The reader should also bear the following in mind:
1. Chinese texts seldom use personal pronouns, except for the first person. Instead, the common form of address is to use terms denoting kinship, social status, or official position. To make the text more readable, we have often emended these to simple pronouns, except in cases where they specify a key relationship of the speaker to the person being addressed.
2. We use serial periods to denote missing or blurred text. We do not include the actual character count of words missing. The reader who desires to investigate the number of characters missing or putative reconstructions of text should consult the annotations of Zheng Qian 1962, Xu Qinjun 1980, and Ning Xiyuan 1988.

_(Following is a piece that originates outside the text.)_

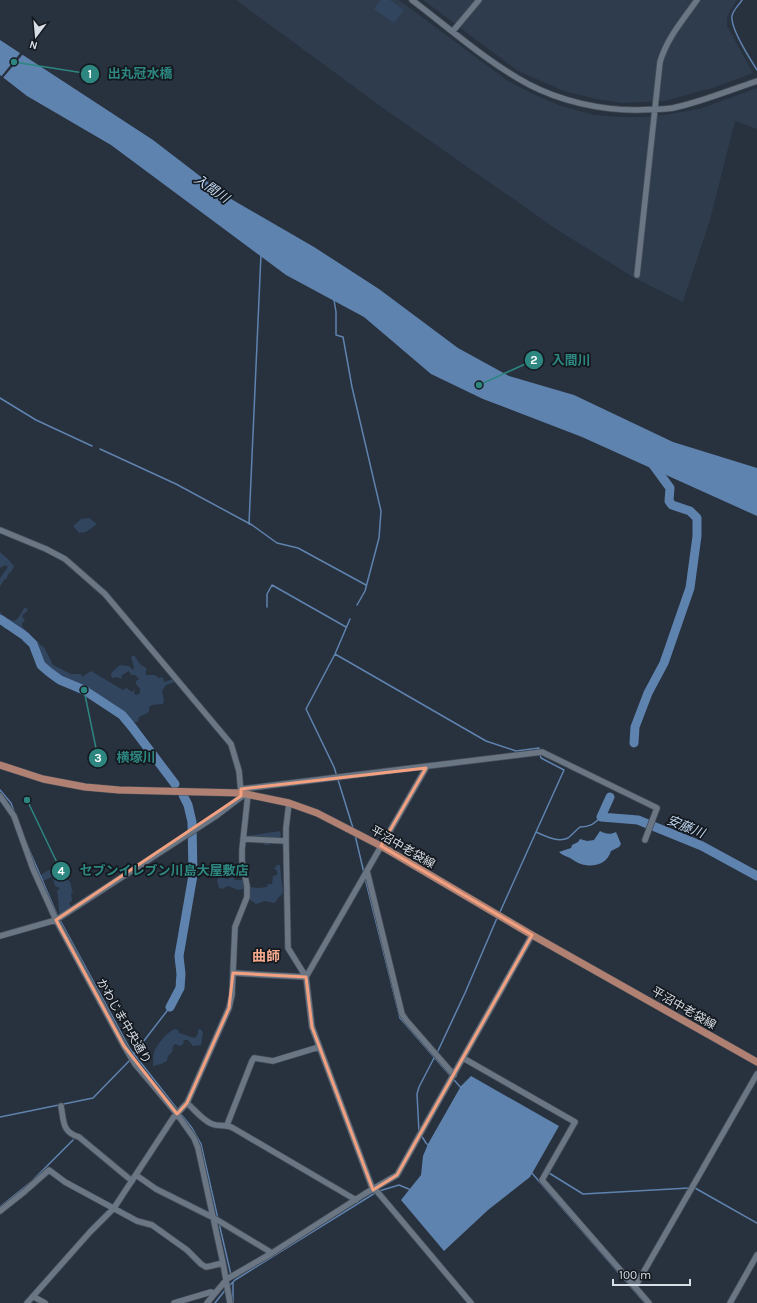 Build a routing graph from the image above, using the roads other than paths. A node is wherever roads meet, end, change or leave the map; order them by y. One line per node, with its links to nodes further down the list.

3. We have attempted to follow the original printed edition or manuscript copy as closely as possible. This means that spoken text that is in smaller characters (often set flush right in the column) in the original is rendered in smaller type and placed apart from the lyrics of the aria (as shown in the preceding example). The text in smaller characters is either speech inserted between lines as part of the song or padding words (chenzi; see the introduction). Zang Maoxun’s text does not mark padding words, and we have, as he has, made them part of the lines of the arias, maintaining their original size.
4. The jing role includes both comics and villains. We have identified the jing role in the dramatis personae contextually as either a comic or a villain. Ming editors introduced a role type unknown in the earlier editions, the chou丑, which we have translated as “clown.”
5. Finally, it should be noted that the fourteenth-century Yuan texts do not use the stage direction “sing” in their texts. This is because these are role texts written for only one actor to use and therefore omit the redundant stage direction.